TASK DIRECTIONS:
Copy verbatim the block of lines in the entries below whose first line contains "exch dup neg" and whose last line contains "0 2286 translate 1 -1 scale". Leave out all other lines.

Entries taken from a collection:
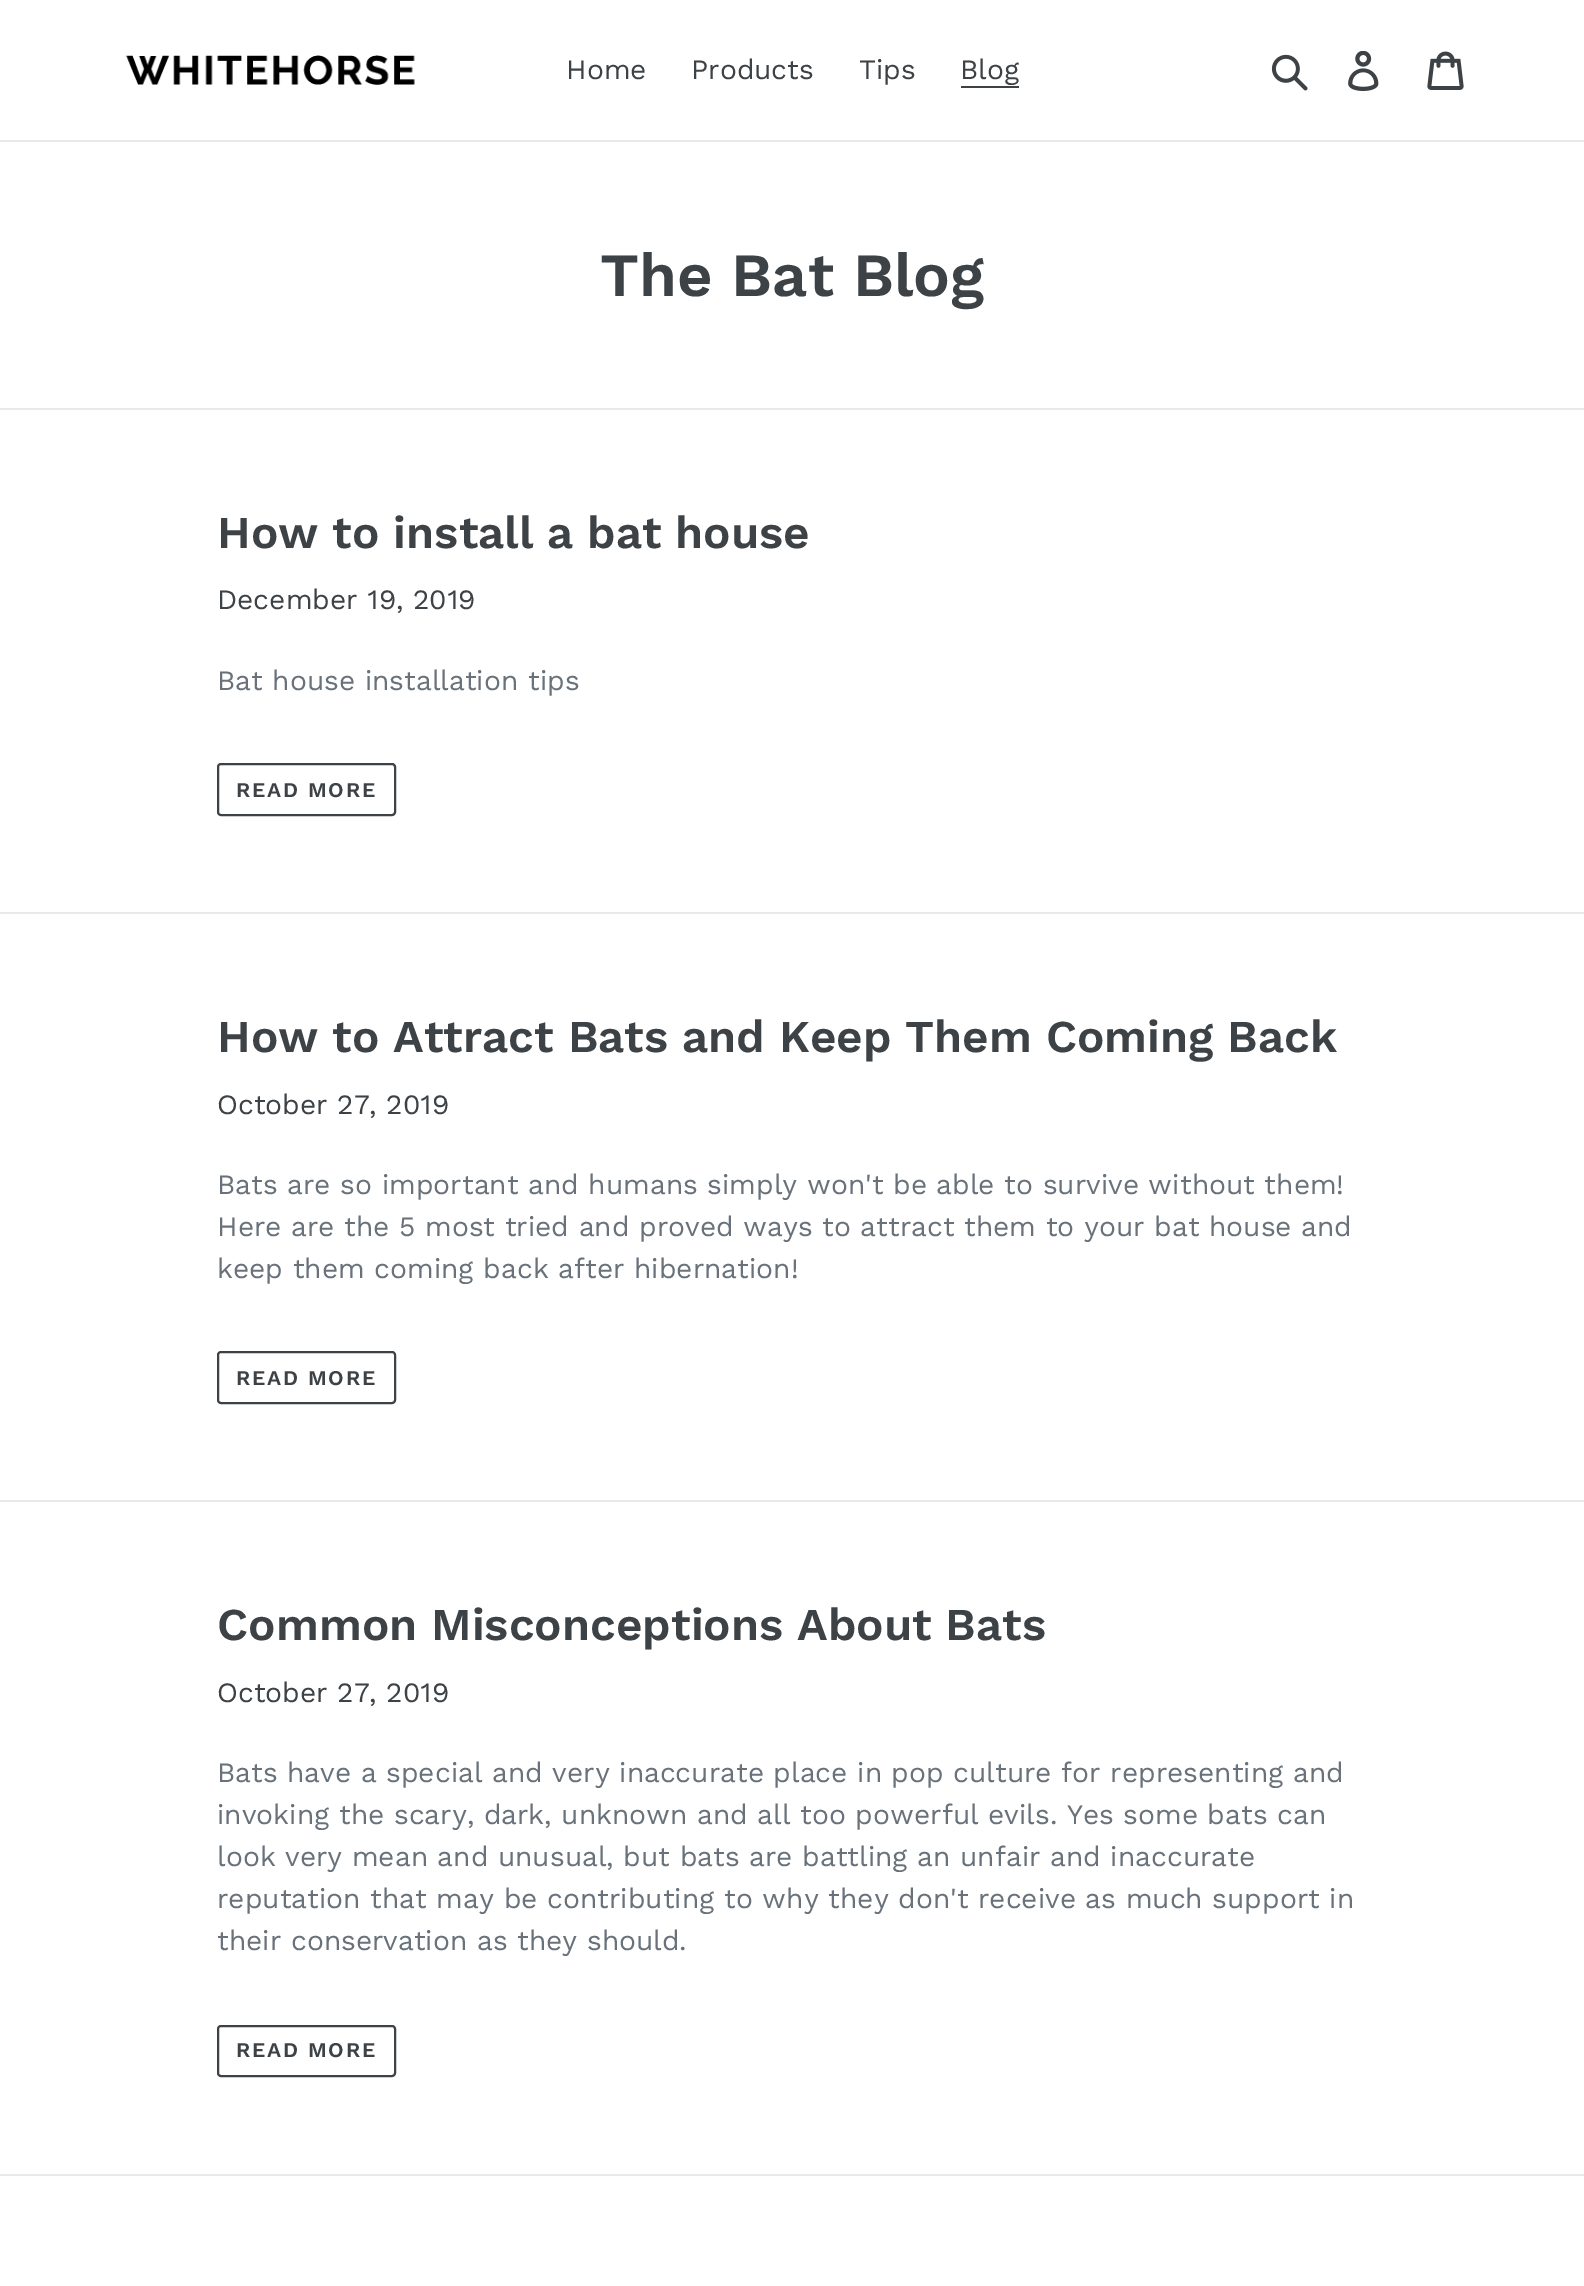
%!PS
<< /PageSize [1584 2286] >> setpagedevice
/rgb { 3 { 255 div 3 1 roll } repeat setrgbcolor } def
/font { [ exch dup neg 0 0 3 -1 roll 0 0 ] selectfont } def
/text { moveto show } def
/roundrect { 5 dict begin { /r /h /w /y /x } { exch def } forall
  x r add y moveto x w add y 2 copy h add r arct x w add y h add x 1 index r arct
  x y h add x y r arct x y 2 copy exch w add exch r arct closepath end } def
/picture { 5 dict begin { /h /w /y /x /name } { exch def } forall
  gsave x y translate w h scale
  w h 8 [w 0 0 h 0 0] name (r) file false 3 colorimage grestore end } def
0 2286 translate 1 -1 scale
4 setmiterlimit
255 255 255 rgb
0 0 1584 2286 rectfill
232 233 235 rgb
0 140 1584 2 rectfill
(img_01.rgb) 126 55 289 30 picture
61 66 70 rgb
961 86 58 2 rectfill
(img_02.rgb) 1271 54 37 37 picture
(img_03.rgb) 1348 51 31 40 picture
(img_04.rgb) 1427 51 37 39 picture
232 233 235 rgb
0 408 1584 2 rectfill
61 66 70 rgb
2 setlinewidth
218 764 177 51 3 roundrect stroke
232 233 235 rgb
0 912 1584 2 rectfill
61 66 70 rgb
218 1352 177 51 3 roundrect stroke
232 233 235 rgb
0 1500 1584 2 rectfill
61 66 70 rgb
218 2026 177 50 3 roundrect stroke
232 233 235 rgb
0 2174 1584 2 rectfill
/WorkSans-Regular 28 font
61 66 70 rgb
(Home) 566 79 text
(Products) 691 79 text
(Tips) 859 79 text
(Blog) 960 79 text
/WorkSans-SemiBold 61.25 font
(The Bat Blog) 600 296 text
/WorkSans-SemiBold 45.5 font
(How to install a bat house) 217 548 text
/WorkSans-Regular 28 font
(December 19, 2019) 217 609 text
105 114 123 rgb
(Bat house installation tips) 217 690 text
/WorkSans-SemiBold 21 font
61 66 70 rgb
236 797 moveto 1.75 0 (READ MORE) ashow
/WorkSans-SemiBold 45.5 font
(How to Attract Bats and Keep Them Coming Back) 217 1052 text
/WorkSans-Regular 28 font
(October 27, 2019) 217 1114 text
105 114 123 rgb
(Bats are so important and humans simply won't be able to survive without them!) 217 1194 text
(Here are the 5 most tried and proved ways to attract them to your bat house and) 217 1236 text
(keep them coming back after hibernation!) 217 1278 text
/WorkSans-SemiBold 21 font
61 66 70 rgb
236 1385 moveto 1.75 0 (READ MORE) ashow
/WorkSans-SemiBold 45.5 font
(Common Misconceptions About Bats) 217 1640 text
/WorkSans-Regular 28 font
(October 27, 2019) 217 1702 text
105 114 123 rgb
(Bats have a special and very inaccurate place in pop culture for representing and) 217 1782 text
(invoking the scary, dark, unknown and all too powerful evils. Yes some bats can) 217 1824 text
(look very mean and unusual, but bats are battling an unfair and inaccurate) 217 1866 text
(reputation that may be contributing to why they don't receive as much support in) 217 1908 text
(their conservation as they should.) 217 1950 text
/WorkSans-SemiBold 21 font
61 66 70 rgb
236 2057 moveto 1.75 0 (READ MORE) ashow
showpage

ANSWER AREA:
/font { [ exch dup neg 0 0 3 -1 roll 0 0 ] selectfont } def
/text { moveto show } def
/roundrect { 5 dict begin { /r /h /w /y /x } { exch def } forall
  x r add y moveto x w add y 2 copy h add r arct x w add y h add x 1 index r arct
  x y h add x y r arct x y 2 copy exch w add exch r arct closepath end } def
/picture { 5 dict begin { /h /w /y /x /name } { exch def } forall
  gsave x y translate w h scale
  w h 8 [w 0 0 h 0 0] name (r) file false 3 colorimage grestore end } def
0 2286 translate 1 -1 scale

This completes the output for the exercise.